Posted on Jan 24, 2018

A parent of a disabled child typically faces special estate planning concerns and decisions. One of those special concerns usually relates to how an inheritance can be left to the disabled child while also preserving the child’s present or future eligibility to receive government benefits from means-tested “welfare” programs, such as Medicaid and Supplemental Security Income. Frequently, specific planning vehicles should be considered in such a situation, including an “ABLE” account and a “third-party special needs” trust. Generally, an “ABLE” account is a tax-advantaged cash savings account set up and owned by the disabled person (but contributed to by others), where the funds can be saved and then later spent on “qualified disability expenses.” A “third-party special needs” trust is a legal trust typically set up and funded by the disabled child’s parent(s) and other family members in order to supplement government benefits receivable by the disabled child. Both of these planning vehicles, if established and administered correctly, generally allow a certain level of funds to be held and spent for the benefit of the disabled child without disqualifying the disabled child from receiving means-tested government benefits.

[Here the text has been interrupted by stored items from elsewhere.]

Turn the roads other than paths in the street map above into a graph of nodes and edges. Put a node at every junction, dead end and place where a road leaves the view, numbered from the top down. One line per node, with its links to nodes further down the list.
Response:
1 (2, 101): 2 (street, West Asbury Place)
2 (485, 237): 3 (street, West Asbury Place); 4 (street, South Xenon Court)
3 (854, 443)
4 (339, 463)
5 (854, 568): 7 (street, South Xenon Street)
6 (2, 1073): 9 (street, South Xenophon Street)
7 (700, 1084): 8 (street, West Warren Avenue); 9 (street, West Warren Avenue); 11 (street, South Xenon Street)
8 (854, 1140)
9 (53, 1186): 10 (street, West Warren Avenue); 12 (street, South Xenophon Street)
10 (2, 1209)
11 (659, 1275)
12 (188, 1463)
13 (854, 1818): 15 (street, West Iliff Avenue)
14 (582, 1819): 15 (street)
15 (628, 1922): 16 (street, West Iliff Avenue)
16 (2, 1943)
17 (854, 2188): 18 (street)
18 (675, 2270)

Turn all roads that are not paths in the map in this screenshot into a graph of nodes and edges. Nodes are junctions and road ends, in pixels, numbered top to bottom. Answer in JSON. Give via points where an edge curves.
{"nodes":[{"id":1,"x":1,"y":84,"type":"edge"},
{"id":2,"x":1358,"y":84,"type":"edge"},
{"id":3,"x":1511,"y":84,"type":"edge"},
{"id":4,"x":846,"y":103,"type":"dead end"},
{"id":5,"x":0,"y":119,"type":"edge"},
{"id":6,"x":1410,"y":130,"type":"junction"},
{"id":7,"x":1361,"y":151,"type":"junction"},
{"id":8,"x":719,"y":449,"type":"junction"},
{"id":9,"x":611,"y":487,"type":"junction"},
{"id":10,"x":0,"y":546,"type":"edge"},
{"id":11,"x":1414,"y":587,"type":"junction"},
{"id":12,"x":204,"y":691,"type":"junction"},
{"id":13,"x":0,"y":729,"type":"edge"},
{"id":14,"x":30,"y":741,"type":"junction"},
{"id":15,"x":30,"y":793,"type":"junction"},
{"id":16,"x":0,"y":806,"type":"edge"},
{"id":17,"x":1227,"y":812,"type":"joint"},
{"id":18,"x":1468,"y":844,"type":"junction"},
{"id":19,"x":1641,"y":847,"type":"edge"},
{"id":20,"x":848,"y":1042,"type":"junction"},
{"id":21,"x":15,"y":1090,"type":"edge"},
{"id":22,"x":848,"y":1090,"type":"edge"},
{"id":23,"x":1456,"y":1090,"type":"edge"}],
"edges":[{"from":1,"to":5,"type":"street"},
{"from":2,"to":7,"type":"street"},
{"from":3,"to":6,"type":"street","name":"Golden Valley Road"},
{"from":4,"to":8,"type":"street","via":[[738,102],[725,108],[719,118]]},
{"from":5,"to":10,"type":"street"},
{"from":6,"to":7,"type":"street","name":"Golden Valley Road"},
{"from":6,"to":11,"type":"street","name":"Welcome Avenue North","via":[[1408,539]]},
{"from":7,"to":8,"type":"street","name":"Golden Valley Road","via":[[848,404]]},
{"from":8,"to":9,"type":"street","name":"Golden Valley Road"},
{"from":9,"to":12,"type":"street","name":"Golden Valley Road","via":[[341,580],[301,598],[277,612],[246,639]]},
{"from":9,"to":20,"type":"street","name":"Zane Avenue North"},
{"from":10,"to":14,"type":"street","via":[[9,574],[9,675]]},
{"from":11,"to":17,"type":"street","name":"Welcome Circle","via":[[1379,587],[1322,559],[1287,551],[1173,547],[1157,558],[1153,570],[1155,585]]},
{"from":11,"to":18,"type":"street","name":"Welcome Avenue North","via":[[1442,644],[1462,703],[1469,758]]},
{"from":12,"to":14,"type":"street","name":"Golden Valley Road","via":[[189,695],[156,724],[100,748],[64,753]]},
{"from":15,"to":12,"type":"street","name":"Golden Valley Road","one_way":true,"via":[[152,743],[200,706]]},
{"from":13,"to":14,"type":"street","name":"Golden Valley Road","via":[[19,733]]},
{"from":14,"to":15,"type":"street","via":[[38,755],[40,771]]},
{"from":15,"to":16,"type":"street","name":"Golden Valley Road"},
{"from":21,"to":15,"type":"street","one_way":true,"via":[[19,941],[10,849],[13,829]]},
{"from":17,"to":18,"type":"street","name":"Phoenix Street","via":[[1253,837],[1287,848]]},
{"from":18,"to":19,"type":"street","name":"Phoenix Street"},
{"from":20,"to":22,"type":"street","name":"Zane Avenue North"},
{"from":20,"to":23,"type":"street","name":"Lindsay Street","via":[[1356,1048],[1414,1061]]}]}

It is important to recognize that, while they have the same general purpose, ABLE accounts and third-party special needs trusts have different complexities and legal requirements. A parent with a disabled child will likely want to examine the advantages, limitations and restrictions of each planning vehicle in order to determine which is best under the circumstances. In some cases, the parent may find that having an estate plan that combines both an ABLE account and a third-party special needs trust is ideal. I have experience guiding parents of disabled children through these decisions and in setting up these kinds of estate plans.